(Records from a data source)

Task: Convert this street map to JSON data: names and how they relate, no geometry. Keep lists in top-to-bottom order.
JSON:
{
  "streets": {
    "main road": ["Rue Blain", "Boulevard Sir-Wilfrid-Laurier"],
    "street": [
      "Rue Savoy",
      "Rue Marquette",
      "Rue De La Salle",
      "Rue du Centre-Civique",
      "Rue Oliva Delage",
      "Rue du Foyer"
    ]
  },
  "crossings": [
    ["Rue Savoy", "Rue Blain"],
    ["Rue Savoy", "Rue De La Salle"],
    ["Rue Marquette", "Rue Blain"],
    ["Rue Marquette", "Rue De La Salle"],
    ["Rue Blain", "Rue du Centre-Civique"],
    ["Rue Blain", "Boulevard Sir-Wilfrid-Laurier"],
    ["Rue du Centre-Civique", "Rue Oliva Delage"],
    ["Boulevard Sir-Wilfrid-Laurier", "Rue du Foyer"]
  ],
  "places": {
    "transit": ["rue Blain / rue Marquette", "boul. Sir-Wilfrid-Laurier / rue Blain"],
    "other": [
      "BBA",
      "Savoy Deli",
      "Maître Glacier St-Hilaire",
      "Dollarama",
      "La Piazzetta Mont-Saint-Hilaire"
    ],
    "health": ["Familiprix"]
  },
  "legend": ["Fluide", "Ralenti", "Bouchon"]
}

▸ **Prompt**
Go through the entries and filter for lines holding the word "Laurier"; copy each match.

▸ **Task answer**
    "main road": ["Rue Blain", "Boulevard Sir-Wilfrid-Laurier"],
    ["Rue Blain", "Boulevard Sir-Wilfrid-Laurier"],
    ["Boulevard Sir-Wilfrid-Laurier", "Rue du Foyer"]
    "transit": ["rue Blain / rue Marquette", "boul. Sir-Wilfrid-Laurier / rue Blain"],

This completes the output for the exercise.